Sobah was arrested from an opposition street protest on May 3.
The MDP chairperson Ali Waheed was also arrested on May 1, but the PG office has reportedly not made a decision on prosecuting the former MP.
The charges against the opposition leaders have sparked outrage on social media.
The former Attorney General Fathimath Dhiyana Saeed said she is “in shock.”
In shock over the new spate of terrorism charges. How far b4 rational thinking PPM members smell blood on their hands & say ‘enough&no more’
— Dhiyana (@dhiyanasaid) May 31, 2015
— Mariya Didi (@MariyaDidi) June 2, 2015
— Almond (@almond3131) June 2, 2015
Others questioned the government’s sincerity in resolving the political crisis.
President Yameen’s ‘all party talks’ amount to nothing but rhetoric with majority of opposition leaders in jail or on trial #Maldives
— MushfiqueMohamed (@mushfique_) June 2, 2015
Many members of the public Minivan News spoke to previously have also said they are skeptical of a positive outcome from the talks with the government having ruled out Nasheed and Nazim’s release.
MDP MP Imthiyaz Fahmy said: “The Maldivian state has all the characteristics of a criminal organisation.”
Dhivehi dhaulathu ga criminal organization ehge huriha sharutheh furihama https://t.co/EjTsNJsALf
— Imthiyaz Fahmy (@Imthiyazfahmy) June 2, 2015
JP MP Ali Hussein said the government will not enact the new penal code until it has jailed all the opposition leaders.
Idhikolhu gai thibi enmen jallah lumah fahugai noonee au qaanoonul uqoobaathah ah misarukaarun amalu kuraakah nufashaane.
— Ali Hussain (@AleeVoice) May 31, 2015
The new penal code, which would repeal the 1990 Anti-Terrorism Act, was set to come into force in April.
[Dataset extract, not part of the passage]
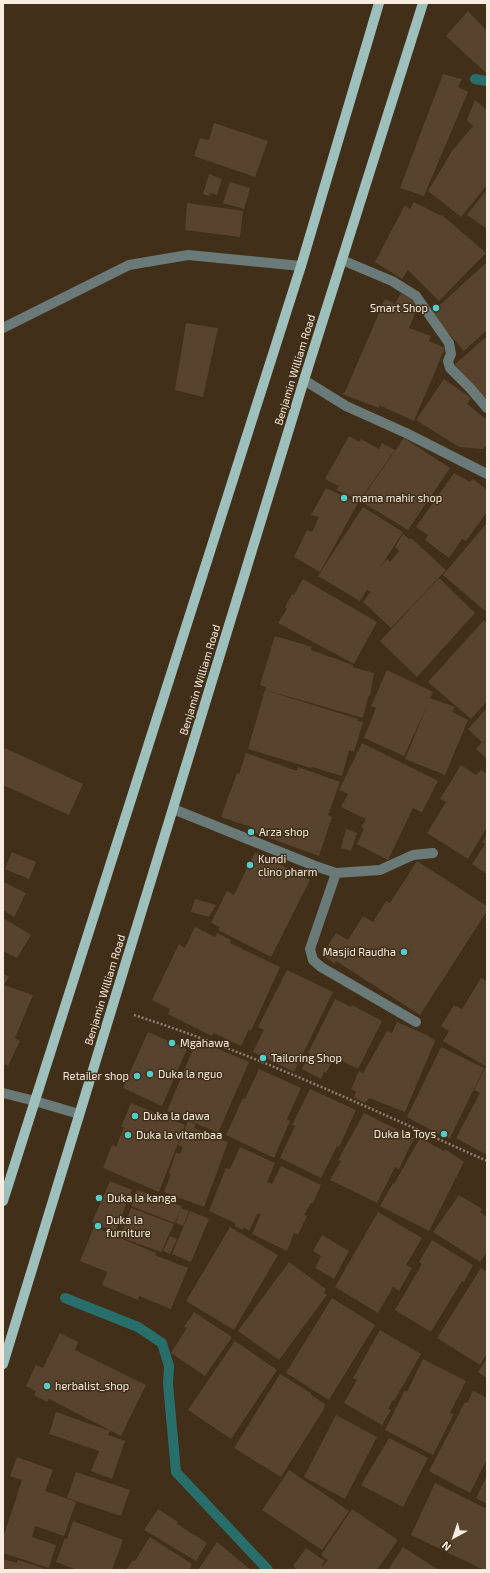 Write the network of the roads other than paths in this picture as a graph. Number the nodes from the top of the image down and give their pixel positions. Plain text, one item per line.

But ruling MPs delayed its enactment until July.
Meanwhile, the government has drafted a new Terrorism Act. MP Hussein in a separate tweet said: “Under the terrorism law even a tweet of mine could be an act of terrorism.”
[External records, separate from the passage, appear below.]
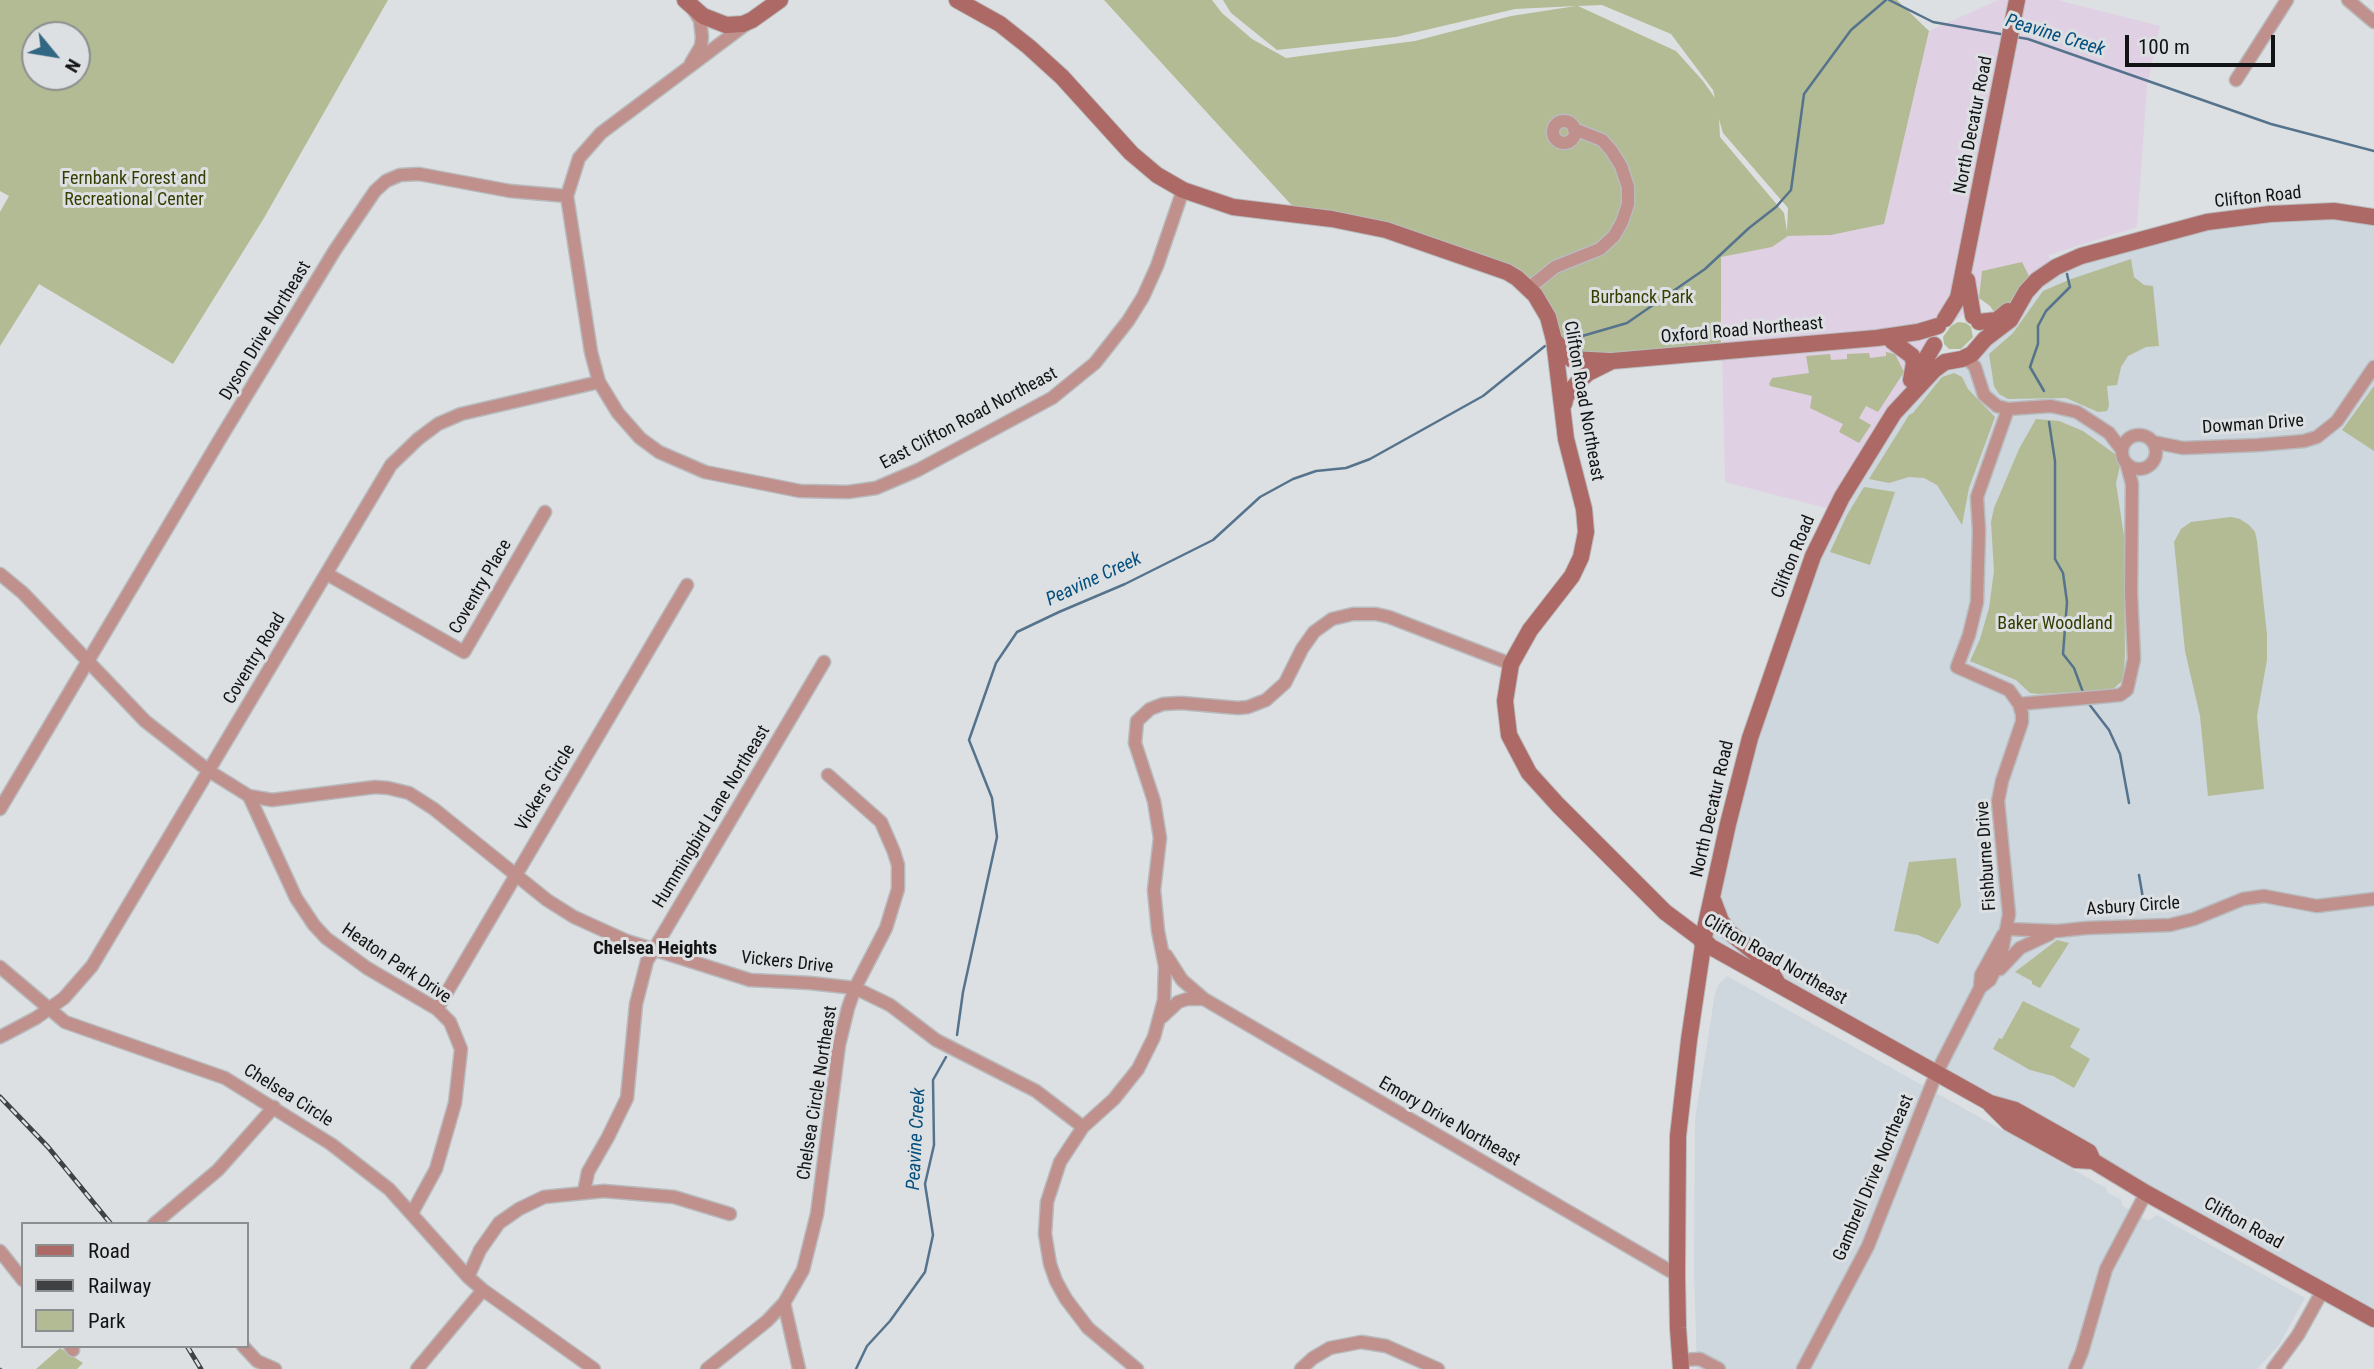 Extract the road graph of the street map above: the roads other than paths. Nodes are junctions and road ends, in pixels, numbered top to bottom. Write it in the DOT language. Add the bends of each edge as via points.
graph roads {
  1 [pos="780,0"];
  2 [pos="957,0"];
  3 [pos="2017,0"];
  4 [pos="2287,0"];
  5 [pos="2348,0"];
  6 [pos="688,3"];
  7 [pos="752,20"];
  8 [pos="2374,22"];
  9 [pos="683,71"];
  10 [pos="2236,80"];
  11 [pos="1574,129"];
  12 [pos="1183,190"];
  13 [pos="567,196"];
  14 [pos="2374,217"];
  15 [pos="1968,257"];
  16 [pos="1529,288"];
  17 [pos="2026,292"];
  18 [pos="1976,319"];
  19 [pos="1941,322"];
  20 [pos="1554,340"];
  21 [pos="1884,340"];
  22 [pos="1933,344"];
  23 [pos="1981,344"];
  24 [pos="1961,359"];
  25 [pos="1612,361"];
  26 [pos="2374,367"];
  27 [pos="598,382"];
  28 [pos="1908,390"];
  29 [pos="1564,404"];
  30 [pos="2008,409"];
  31 [pos="1894,413"];
  32 [pos="2153,442"];
  33 [pos="2183,447"];
  34 [pos="2122,450"];
  35 [pos="2154,460"];
  36 [pos="2127,465"];
  37 [pos="2140,469"];
  38 [pos="2132,484"];
  39 [pos="545,512"];
  40 [pos="0,574"];
  41 [pos="327,574"];
  42 [pos="687,585"];
  43 [pos="86,661"];
  44 [pos="824,662"];
  45 [pos="1511,664"];
  46 [pos="2019,704"];
  47 [pos="209,771"];
  48 [pos="828,775"];
  49 [pos="249,796"];
  50 [pos="0,809"];
  51 [pos="1724,841"];
  52 [pos="515,874"];
  53 [pos="1712,898"];
  54 [pos="2374,900"];
  55 [pos="2007,929"];
  56 [pos="2058,931"];
  57 [pos="1161,941"];
  58 [pos="1702,942"];
  59 [pos="653,950"];
  60 [pos="1722,952"];
  61 [pos="0,967"];
  62 [pos="1985,984"];
  63 [pos="1778,985"];
  64 [pos="855,988"];
  65 [pos="1204,999"];
  66 [pos="1815,1006"];
  67 [pos="437,1009"];
  68 [pos="49,1010"];
  69 [pos="1160,1020"];
  70 [pos="0,1037"];
  71 [pos="1930,1070"];
  72 [pos="274,1107"];
  73 [pos="1083,1127"];
  74 [pos="584,1192"];
  75 [pos="2146,1193"];
  76 [pos="412,1213"];
  77 [pos="730,1214"];
  78 [pos="156,1222"];
  79 [pos="0,1251"];
  80 [pos="1677,1275"];
  81 [pos="21,1277"];
  82 [pos="468,1277"];
  83 [pos="484,1290"];
  84 [pos="2323,1290"];
  85 [pos="784,1303"];
  86 [pos="2374,1319"];
  87 [pos="245,1348"];
  88 [pos="1681,1365"];
  89 [pos="275,1369"];
  90 [pos="417,1369"];
  91 [pos="594,1369"];
  92 [pos="707,1369"];
  93 [pos="799,1369"];
  94 [pos="1136,1369"];
  95 [pos="1301,1369"];
  96 [pos="1438,1369"];
  97 [pos="1719,1369"];
  98 [pos="1803,1369"];
  99 [pos="2075,1369"];
  100 [pos="2273,1369"];
  1 -- 7 [label="main road"];
  2 -- 12 [label="main road, Clifton Road Northeast" via="1029,47 1131,153"];
  3 -- 15 [label="main road, North Decatur Road"];
  4 -- 10 [label="street"];
  5 -- 8 [label="street"];
  6 -- 7 [label="main road" via="718,23"];
  6 -- 9 [label="street, East Clifton Road Northeast" via="700,20 701,46"];
  7 -- 9 [label="street, East Clifton Road Northeast"];
  9 -- 13 [label="street, East Clifton Road Northeast" via="592,141 579,158"];
  11 -- 16 [label="street" via="1602,140 1621,166 1628,204 1614,236 1600,249 1555,267"];
  12 -- 16 [label="main road, Clifton Road Northeast" via="1233,207 1386,230 1507,272"];
  12 -- 27 [label="street, East Clifton Road Northeast" via="1143,297 1087,370 1036,407 876,488 800,491 705,472 659,452 640,438"];
  13 -- 27 [label="street, East Clifton Road Northeast"];
  13 -- 43 [label="street, Dyson Drive Northeast" via="419,174 400,175 375,191"];
  14 -- 17 [label="main road, Clifton Road" via="2334,211 2207,222 2081,256 2048,272"];
  15 -- 18 [label="main road, North Decatur Road" via="1967,285"];
  15 -- 19 [label="main road, North Decatur Road" via="1958,298"];
  16 -- 20 [label="main road, Clifton Road Northeast" via="1544,308"];
  17 -- 18 [label="main road" via="1997,320"];
  17 -- 23 [label="main road, Clifton Road" via="2010,320"];
  18 -- 19 [label="main road" via="1958,313"];
  18 -- 23 [label="main road" via="1982,331"];
  19 -- 21 [label="main road, Oxford Road Northeast"];
  19 -- 22 [label="main road"];
  20 -- 25 [label="main road, Oxford Road Northeast" via="1571,359"];
  20 -- 29 [label="main road, Clifton Road Northeast"];
  21 -- 22 [label="main road, Oxford Road Northeast"];
  21 -- 25 [label="main road, Oxford Road Northeast"];
  21 -- 28 [label="main road" via="1912,356"];
  22 -- 24 [label="main road" via="1938,352"];
  22 -- 28 [label="main road"];
  23 -- 24 [label="main road, Clifton Road"];
  24 -- 30 [label="street" via="1975,367 1984,395"];
  24 -- 31 [label="main road, Clifton Road" via="1934,370"];
  25 -- 29 [label="main road, Oxford Road Northeast" via="1578,381"];
  26 -- 33 [label="street, Dowman Drive" via="2337,421 2317,437 2258,445"];
  27 -- 41 [label="street, Coventry Road" via="461,414 438,424 391,465"];
  28 -- 31 [label="main road"];
  29 -- 45 [label="main road, Clifton Road Northeast" via="1566,439 1586,518 1584,549 1572,576 1530,630"];
  30 -- 34 [label="street" via="2051,407 2077,412 2109,433"];
  30 -- 46 [label="street" via="1977,497 1977,602 1957,667 2009,690"];
  31 -- 51 [label="main road, Clifton Road" via="1853,477 1813,556 1756,718"];
  32 -- 33 [label="street, Dowman Drive"];
  32 -- 34 [label="street, Dowman Drive" via="2136,436 2127,440"];
  32 -- 35 [label="street"];
  33 -- 35 [label="street, Dowman Drive"];
  34 -- 36 [label="street"];
  35 -- 37 [label="street, Dowman Drive"];
  36 -- 37 [label="street"];
  36 -- 38 [label="street"];
  37 -- 38 [label="street"];
  38 -- 46 [label="street" via="2134,659 2124,693"];
  39 -- 41 [label="street, Coventry Place" via="464,652"];
  40 -- 43 [label="street"];
  41 -- 47 [label="street, Coventry Road"];
  42 -- 52 [label="street, Vickers Circle"];
  43 -- 47 [label="street" via="145,721"];
  43 -- 50 [label="street, Dyson Drive Northeast"];
  44 -- 59 [label="street, Hummingbird Lane Northeast"];
  45 -- 57 [label="street" via="1389,617 1353,614 1332,619 1314,632 1286,683 1258,704 1220,708 1171,703 1144,713 1135,727 1135,743 1159,824 1154,890"];
  45 -- 58 [label="main road, Clifton Road Northeast" via="1505,689 1506,718 1525,766 1665,912"];
  46 -- 55 [label="street, Fishburne Drive" via="2022,722 1998,801"];
  47 -- 49 [label="street"];
  47 -- 68 [label="street, Coventry Road" via="92,966"];
  48 -- 64 [label="street, Chelsea Circle Northeast" via="881,822 898,865 892,913"];
  49 -- 52 [label="street, Vickers Drive" via="272,800 355,789 398,789 423,801"];
  49 -- 67 [label="street, Heaton Park Drive" via="296,898 314,925 367,968"];
  51 -- 53 [label="main road, North Decatur Road"];
  52 -- 59 [label="street, Vickers Drive" via="574,917"];
  52 -- 67 [label="street, Vickers Circle"];
  53 -- 58 [label="main road, North Decatur Road"];
  53 -- 63 [label="main road" via="1729,932 1765,961"];
  54 -- 56 [label="street, Asbury Circle" via="2306,905 2264,896 2170,925"];
  55 -- 56 [label="street, Asbury Circle"];
  55 -- 62 [label="street, Fishburne Drive" via="1981,975"];
  56 -- 62 [label="street, Asbury Circle" via="2020,948"];
  57 -- 65 [label="street, Emory Drive Northeast" via="1176,972"];
  57 -- 69 [label="street" via="1165,979"];
  58 -- 60 [label="main road"];
  58 -- 80 [label="main road, North Decatur Road" via="1678,1136"];
  59 -- 64 [label="street, Vickers Drive" via="750,981"];
  59 -- 74 [label="street, Hummingbird Lane Northeast" via="636,1004 627,1098 588,1172"];
  60 -- 63 [label="main road, Clifton Road Northeast"];
  60 -- 66 [label="main road"];
  61 -- 68 [label="street, Chelsea Circle"];
  62 -- 71 [label="street, Fishburne Drive"];
  63 -- 66 [label="main road, Clifton Road Northeast"];
  64 -- 73 [label="street, Vickers Drive" via="890,1005 936,1040 1036,1091"];
  64 -- 85 [label="street, Chelsea Circle Northeast" via="839,1045 812,1239 803,1270"];
  65 -- 69 [label="street" via="1178,1002"];
  65 -- 80 [label="street, Emory Drive Northeast"];
  66 -- 71 [label="main road, Clifton Road Northeast"];
  67 -- 76 [label="street, Heaton Park Drive" via="457,1037 460,1068 442,1154"];
  68 -- 70 [label="street, Coventry Road"];
  68 -- 72 [label="street, Chelsea Circle" via="73,1027 225,1078"];
  69 -- 73 [label="street" via="1130,1081"];
  71 -- 75 [label="main road" via="1990,1103 2009,1123 2076,1160 2093,1161"];
  71 -- 98 [label="street, Gambrell Drive Northeast" via="1868,1246"];
  72 -- 76 [label="street, Chelsea Circle" via="356,1163"];
  72 -- 78 [label="street" via="218,1170"];
  73 -- 94 [label="street" via="1060,1162 1050,1188 1045,1217 1047,1249 1056,1281 1080,1320"];
  74 -- 77 [label="street" via="674,1197"];
  74 -- 82 [label="street" via="544,1198 508,1216 486,1240"];
  75 -- 84 [label="main road, Clifton Road"];
  75 -- 99 [label="street" via="2106,1269"];
  76 -- 82 [label="street, Chelsea Circle"];
  79 -- 81 [label="street"];
  80 -- 88 [label="main road, North Decatur Road"];
  82 -- 83 [label="street"];
  83 -- 90 [label="street"];
  83 -- 91 [label="street"];
  84 -- 86 [label="main road, Clifton Road"];
  84 -- 100 [label="street"];
  85 -- 92 [label="street, Chelsea Circle Northeast"];
  85 -- 93 [label="street"];
  87 -- 89 [label="street" via="257,1361"];
  88 -- 97 [label="street" via="1700,1359"];
  95 -- 96 [label="street" via="1330,1348 1361,1342 1386,1346"];
}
The only MP of the Adhaalath Party, Anara Naeem, said she does not want “a culture where criticism of the government leads to jail sentences.”
Hiyhama nujehey gothah baheh bunaairah, hayyarukoh theyrithakuge bidhhoshah laa kastholhu alhuvaa sagaafathu beynumeh noon.
— Anara Naeem (@AnaraNaeem) June 2, 2015
Referring to Imran’s arrest, former MP Visam Ali asked: “How long will the police carry out atrocities like this?”
— Visam (@visamali) June 1, 2015
Before his arrest, Sheikh Imran tweeted: “It is not a crime not to follow unlawful orders even if the orders come from the police.”
Fuluhun kuriyas gairu gaanoonee amurakah vaanama kiyaman nuvumakun kuhverieh nuvaane.
— Imran Abdulla (@ShimranAb) April 30, 2015
Other opposition politicians remained defiant. Former ruling party MP Ahmed Mahloof said: “Do what you can do now. God willing, tyrants will be answerable before the law and will face justice soon enough.”
Mikuda vaguthukolhutherey kurevey hurihaakameh kuravvaa,iraadhakureviyya qaanoon aai insaafu ais varah avahah aniyaaverinnaa bahdhalukuraane
— Ahmed Mahloof (@AhmedMahloof) June 2, 2015
The opposition has called for a third mass protest on June 12. The mayor of southern Addu City on Sunday said he will be in Malé for the protest.
12 June vaa Hukuru dhuvahu hunnaany Male’ ga. Alhugandumen rajjetherey meehun Male’ ebadhan. Kuda sity beynun vaanama kurin engevun edhen.